For more complex architecture decisions and experimental mad science, please open an RFC (Request For Comments) so we can brainstorm together effectively!

Getting Started

We recommend checking out The Bevy Book for a full tutorial.

Follow the Setup guide to ensure your development environment is set up correctly. Once set up, you can quickly try out the examples by cloning this repo and running the following commands:

# Switch to the correct version (latest release, default is main development branch)
git checkout latest
# Runs the "breakout" example
cargo run --example breakout

To draw a window with standard functionality enabled, use:

use bevy::prelude::*;

fn main(){
  App::new()
    .add_plugins(DefaultPlugins)
    .run();
}

Fast Compiles

Bevy can be built just fine using default configuration on stable Rust. However for really fast iterative compiles, you should enable the "fast compiles" setup by following the instructions here.

Bevy Cargo Features

This list outlines the different cargo features supported by Bevy. These allow you to customize the Bevy feature set for your use-case.

Thanks

Bevy is the result of the hard work of many people. A huge thanks to all Bevy contributors, the many open source projects that have come before us, the Rust gamedev ecosystem, and the many libraries we build on.

A huge thanks to Bevy's generous sponsors. Bevy will always be free and open source, but it isn't free to make. Please consider sponsoring our work if you like what we're building.

This project is tested with BrowserStack.

License

Bevy is free, open source and permissively licensed! Except where noted (below and/or in individual files), all code in this repository is dual-licensed under either:

at your option. This means you can select the license you prefer! This dual-licensing approach is the de-facto standard in the Rust ecosystem and there are very good reasons to include both.

Some of the engine's code carries additional copyright notices and license terms due to their external origins. These are generally BSD-like, but exact details vary by crate: If the README of a crate contains a 'License' header (or similar), the additional copyright notices and license terms applicable to that crate will be listed. The above licensing requirement still applies to contributions to those crates, and sections of those crates will carry those license terms. The license field of each crate will also reflect this. For example, bevy_mikktspace has code under the Zlib license (as well as a copyright notice when choosing the MIT license).

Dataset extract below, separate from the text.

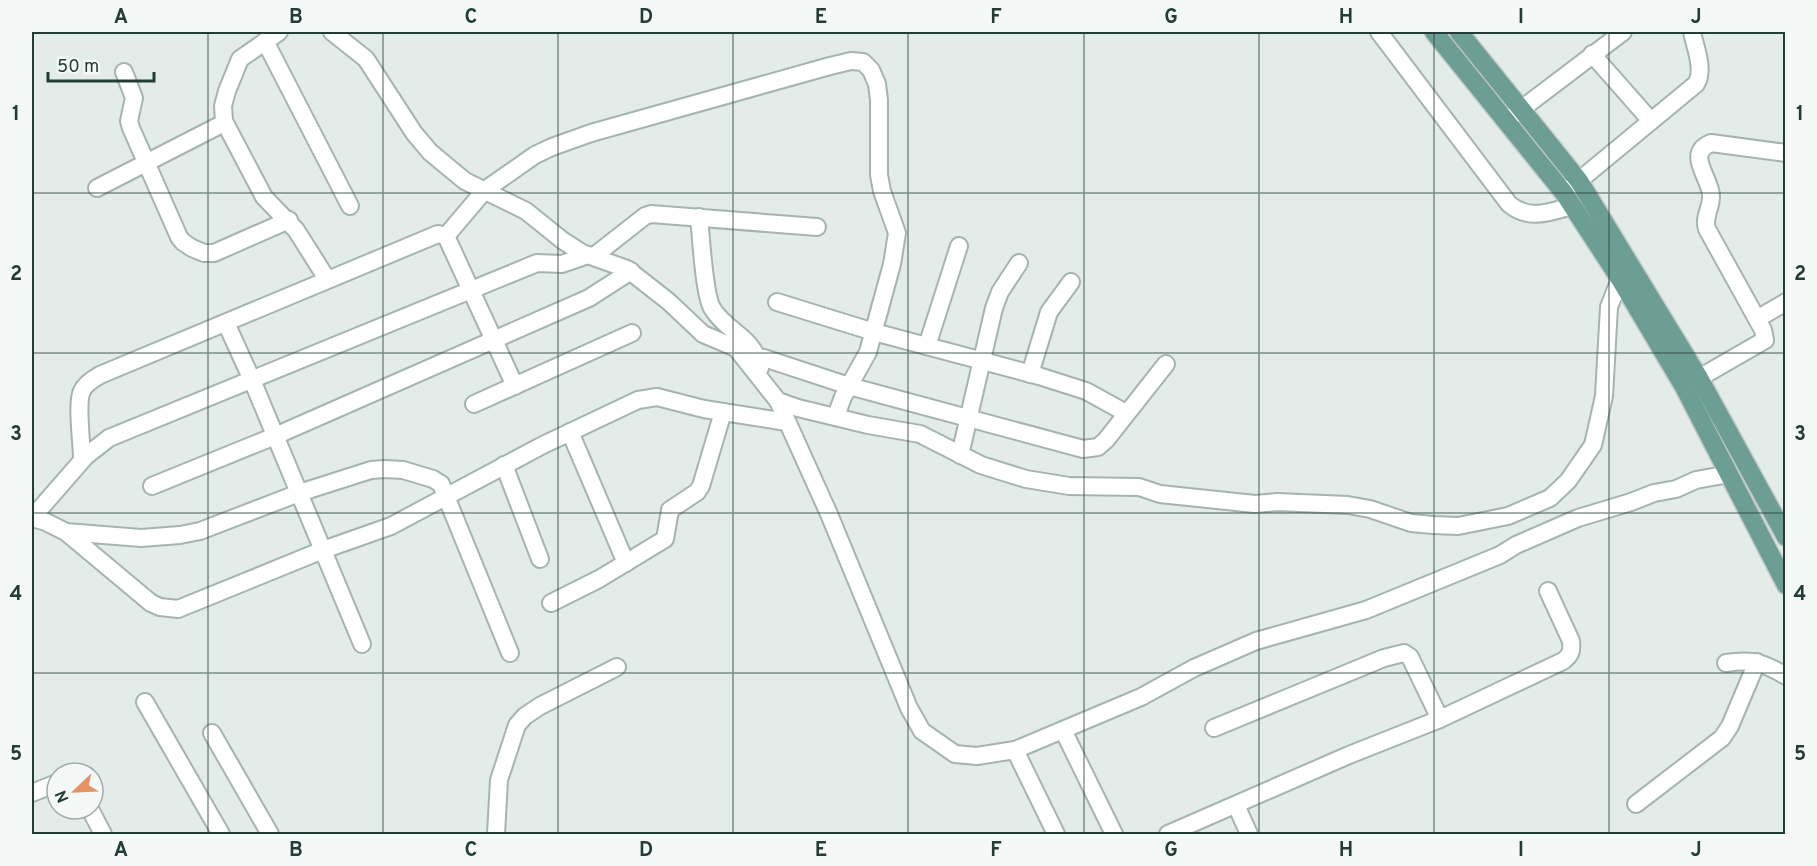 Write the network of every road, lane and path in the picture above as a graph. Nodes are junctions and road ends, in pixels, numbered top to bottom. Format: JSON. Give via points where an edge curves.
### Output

The assets included in this repository (for our examples) typically fall under different open licenses. These will not be included in your game (unless copied in by you), and they are not distributed in the published bevy crates. See CREDITS.md for the details of the licenses of those files.

Your contributions

Unless you explicitly state otherwise, any contribution intentionally submitted for inclusion in the work by you, as defined in the Apache-2.0 license, shall be dual licensed as above, without any additional terms or conditions.